Once logged into a conference, all the attendees and the presenter were able to exchange text messages publicly as well as privately without any issues. In one session I ran the presenter on Mandriva, and there were no issues in broadcasting video from a Linux-compatible Quantum QHM500LM webcam to all attendees, but the audio was choppy and almost inaudible, probably due to the limited abilities of the webcam microphone. I switched to a headset microphone, but the audio output from this microphone made me sound like a chipmunk. I switched to another machine, and there I sounded like Arnold Schwarzenegger in True Lies speaking through an electronic voice distorter. This was strange, since the headset works perfectly on both machines outside Dimdim. Finally, I switched to an Audio Technica ATR-35S Lavalier Microphone, and got choppy audio on the Mandriva machine and good quality audio on Windows.

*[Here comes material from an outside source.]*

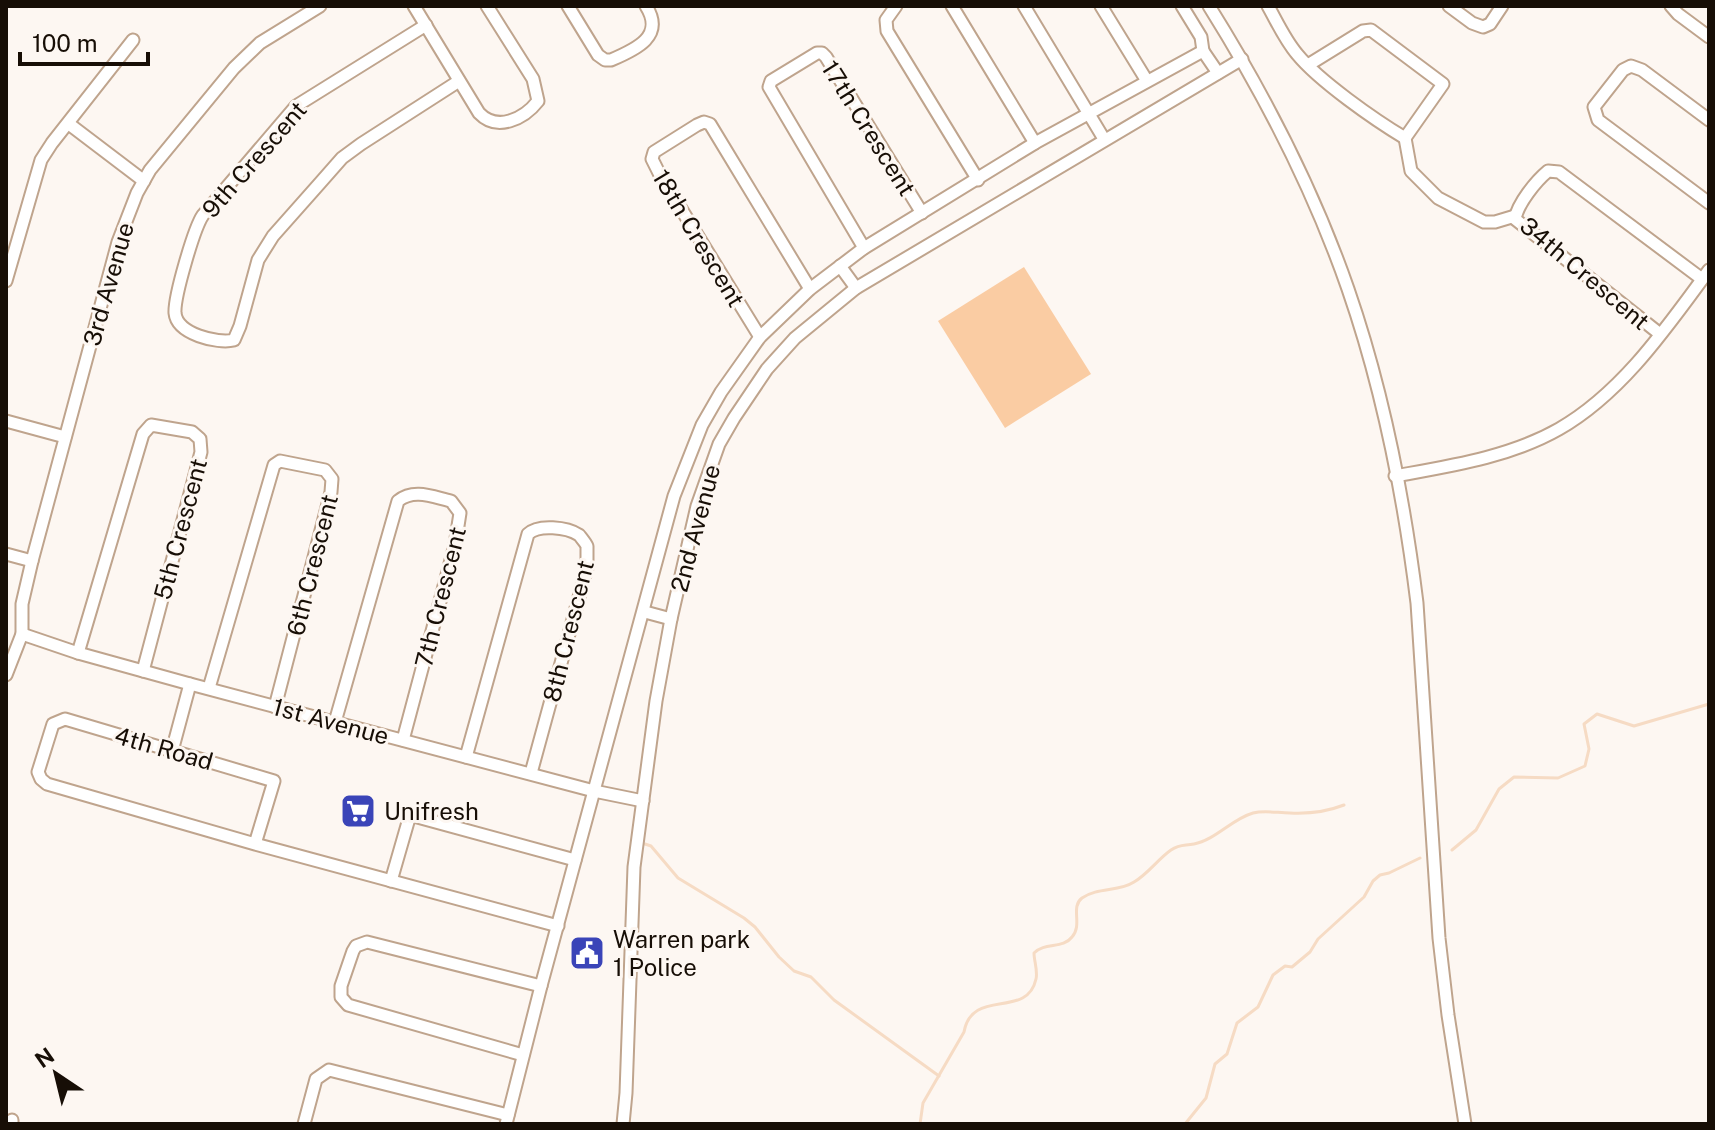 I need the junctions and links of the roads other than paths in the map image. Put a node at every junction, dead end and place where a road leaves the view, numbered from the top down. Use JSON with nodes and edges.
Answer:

I was able to share simple and small PDF documents and PowerPoint presentations, and when the presenter was on Windows, able to share the desktop as well. But there were still a couple of irritating beta-stage bugs that showed up now and then on all platforms. Firefox crashed randomly when joining or exiting a conference, or when a new user joined in. The white board sometimes behaved oddly, especially when the presenter and the attendee were on different platforms.

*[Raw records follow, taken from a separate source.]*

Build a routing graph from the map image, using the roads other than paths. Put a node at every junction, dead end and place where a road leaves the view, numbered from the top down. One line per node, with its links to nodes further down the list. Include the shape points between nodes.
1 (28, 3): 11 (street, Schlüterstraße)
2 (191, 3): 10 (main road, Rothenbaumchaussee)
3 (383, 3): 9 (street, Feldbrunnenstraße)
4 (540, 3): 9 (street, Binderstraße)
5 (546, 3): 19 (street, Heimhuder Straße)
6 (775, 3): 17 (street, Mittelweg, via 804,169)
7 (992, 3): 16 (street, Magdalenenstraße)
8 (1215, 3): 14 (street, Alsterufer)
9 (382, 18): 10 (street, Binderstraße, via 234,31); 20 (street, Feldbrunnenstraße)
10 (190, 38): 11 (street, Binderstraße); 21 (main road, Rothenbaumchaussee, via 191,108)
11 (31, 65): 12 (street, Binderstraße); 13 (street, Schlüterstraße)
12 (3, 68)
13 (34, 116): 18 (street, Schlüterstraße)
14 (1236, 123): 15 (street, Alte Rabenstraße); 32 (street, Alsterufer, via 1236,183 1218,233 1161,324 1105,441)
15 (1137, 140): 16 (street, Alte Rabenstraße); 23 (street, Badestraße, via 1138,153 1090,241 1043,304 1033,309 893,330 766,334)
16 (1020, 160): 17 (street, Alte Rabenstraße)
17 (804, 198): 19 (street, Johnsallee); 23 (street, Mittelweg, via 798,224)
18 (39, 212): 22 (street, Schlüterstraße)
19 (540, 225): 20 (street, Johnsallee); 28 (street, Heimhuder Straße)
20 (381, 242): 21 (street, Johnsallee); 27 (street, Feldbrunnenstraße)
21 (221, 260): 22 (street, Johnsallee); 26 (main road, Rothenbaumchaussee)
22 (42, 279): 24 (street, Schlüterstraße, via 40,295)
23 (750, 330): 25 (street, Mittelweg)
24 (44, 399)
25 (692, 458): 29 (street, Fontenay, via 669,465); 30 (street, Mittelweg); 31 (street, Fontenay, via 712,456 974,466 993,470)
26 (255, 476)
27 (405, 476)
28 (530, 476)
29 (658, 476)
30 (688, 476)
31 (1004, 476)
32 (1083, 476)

The major disappointment, though, came when using Dimdim over the Internet. Since I am on a home DSL plan with no fixed public IP address, I used DynDNS to set up a hostname to point to my DSL modem. The DSL modem forwarded traffic on the ports used by Dimdim to my Netgear router, which used NAT to send them to the Dimdim virtual server. If you do that, don't forget to set up a local loopback via the /etc/hosts file if you want machines inside the network to access the Dimdim server. There's a fair amount of coverage about this kind of setup on Dimdim's SourceForge.net forums. Of note are the threads on configuring Dimdim to work with DynDNS and how to change ports of Dimdim services if they are already in use.

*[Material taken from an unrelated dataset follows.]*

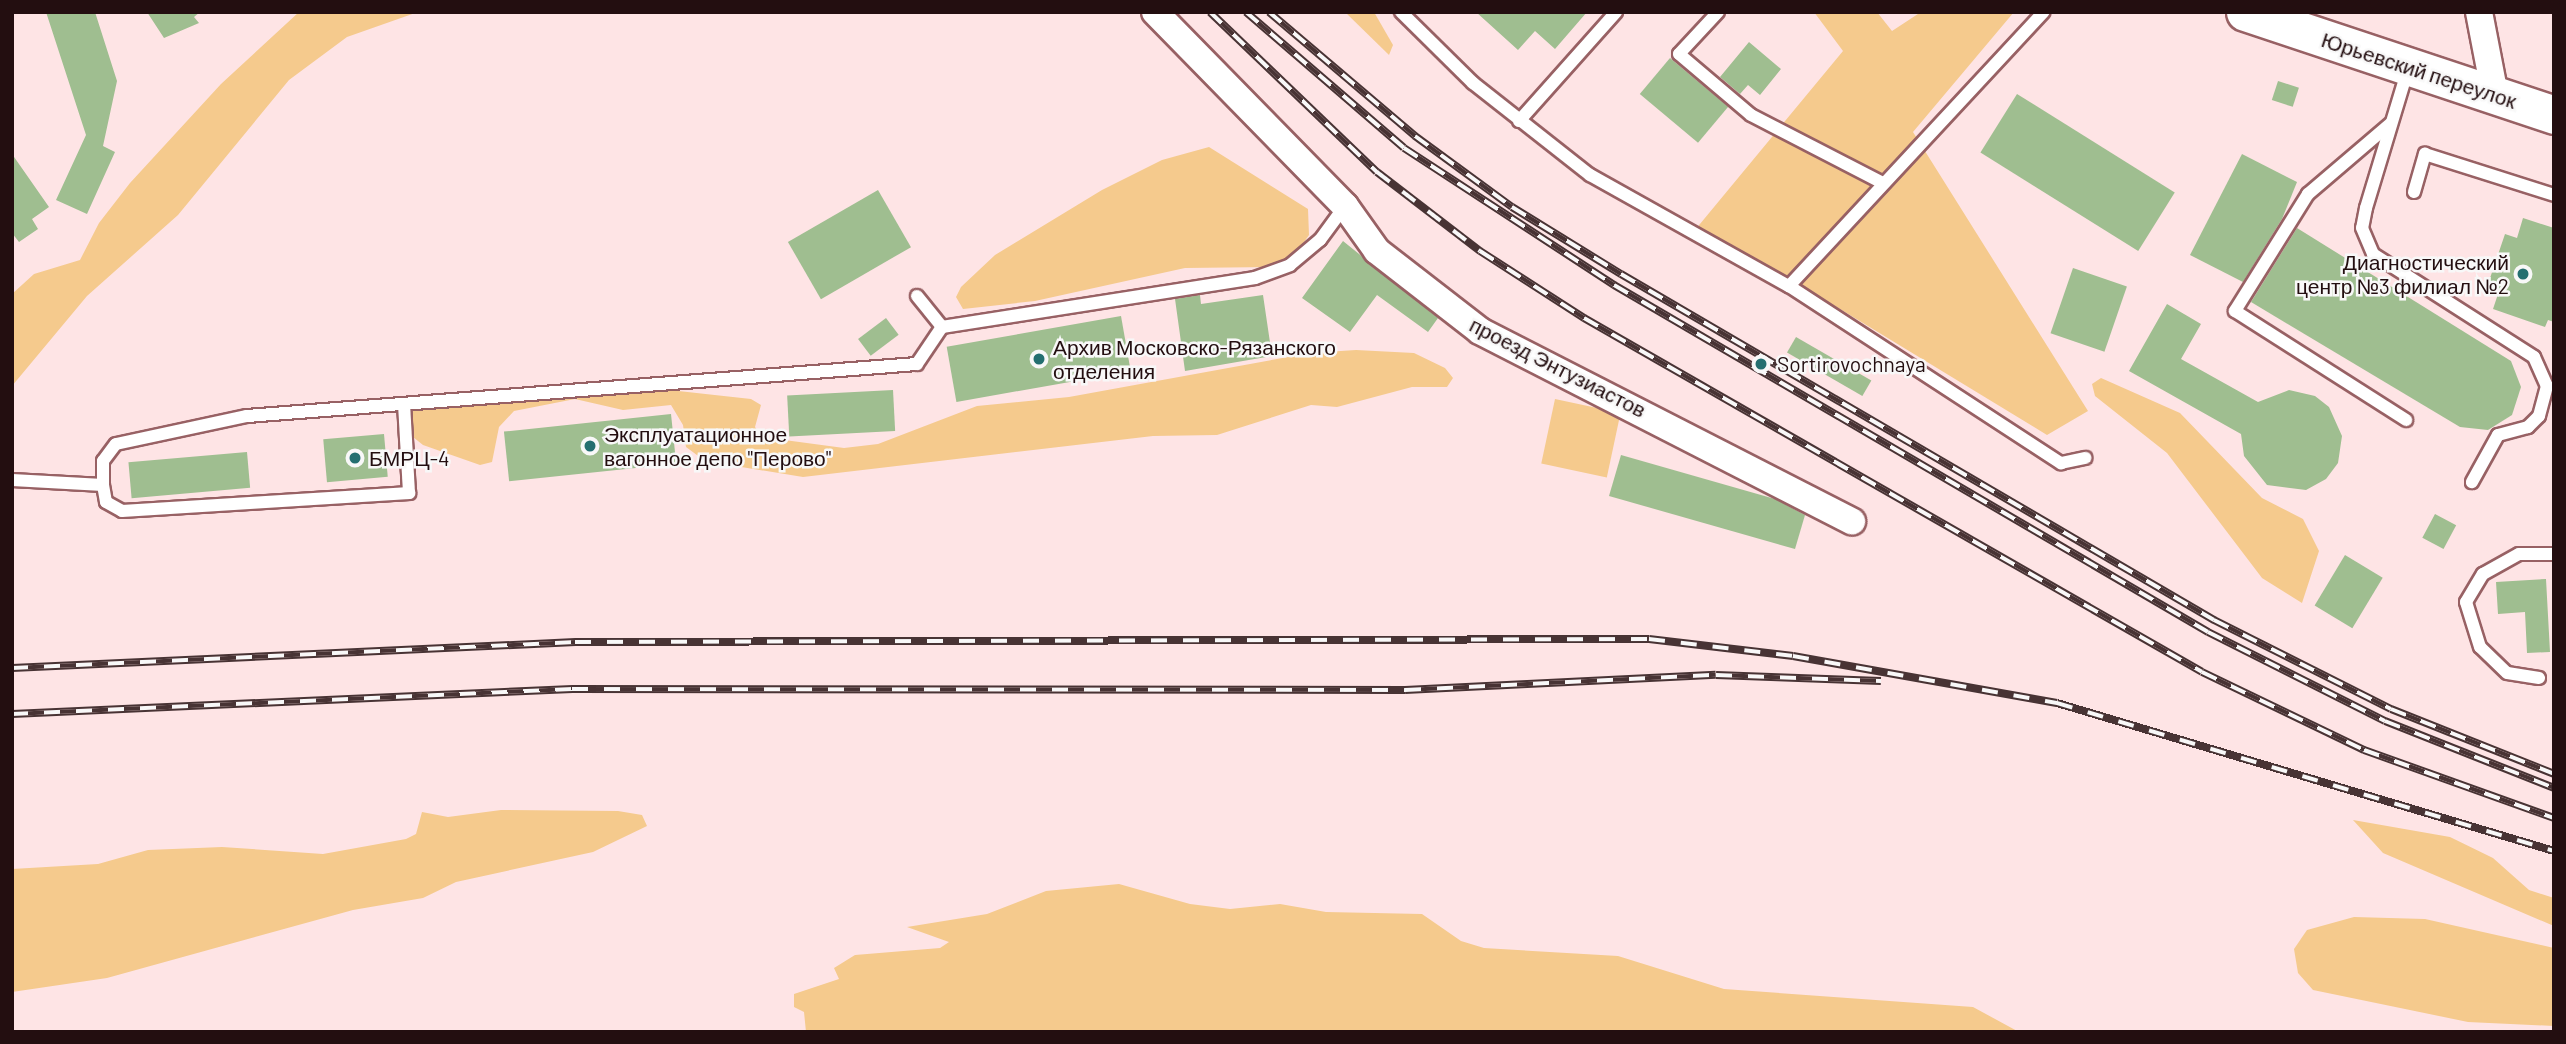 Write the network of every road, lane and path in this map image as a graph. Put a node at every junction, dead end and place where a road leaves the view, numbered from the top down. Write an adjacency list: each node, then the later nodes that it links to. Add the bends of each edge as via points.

After all the network sorcery, users from outside the network (tested through a DSL connection by a different ISP) were able to start a new session or join an existing one on the server running inside the network. But no matter what I did, Dimdim failed to establish connections with the audio/video component. Others have run into this problem too but no solution has been posted on the otherwise active forums.

Looking forward

Despite the audio/video sharing issues over the Internet, Dimdim's latest beta release is a good preview of the things to come. The developers are working on bringing desktop sharing to presenters on Linux as well. It would also be a good idea to let a presenter delegate more power to attendees, who should also have the ability to share video as well as their desktops with others after due authorization from the presenter.

Since the one-presenter-several-attendees concept is similar to a one-teacher-several-students classroom setting, Dimdim is popular with educational content management systems. It has published a specification guide for projects looking at integrating Dimdim with their systems, such as Moodle and Claroline. Expect it to show up as an extension to your favorite CMS as well.

Depending on how important it is for you to host a conference for users across the Internet, you'll see this Dimdim beta release as a good preview or a complete dud. I think the Dimdim developers have done a great job with the beta release, and am looking forward to seeing more features and more stability and consistency in the next release.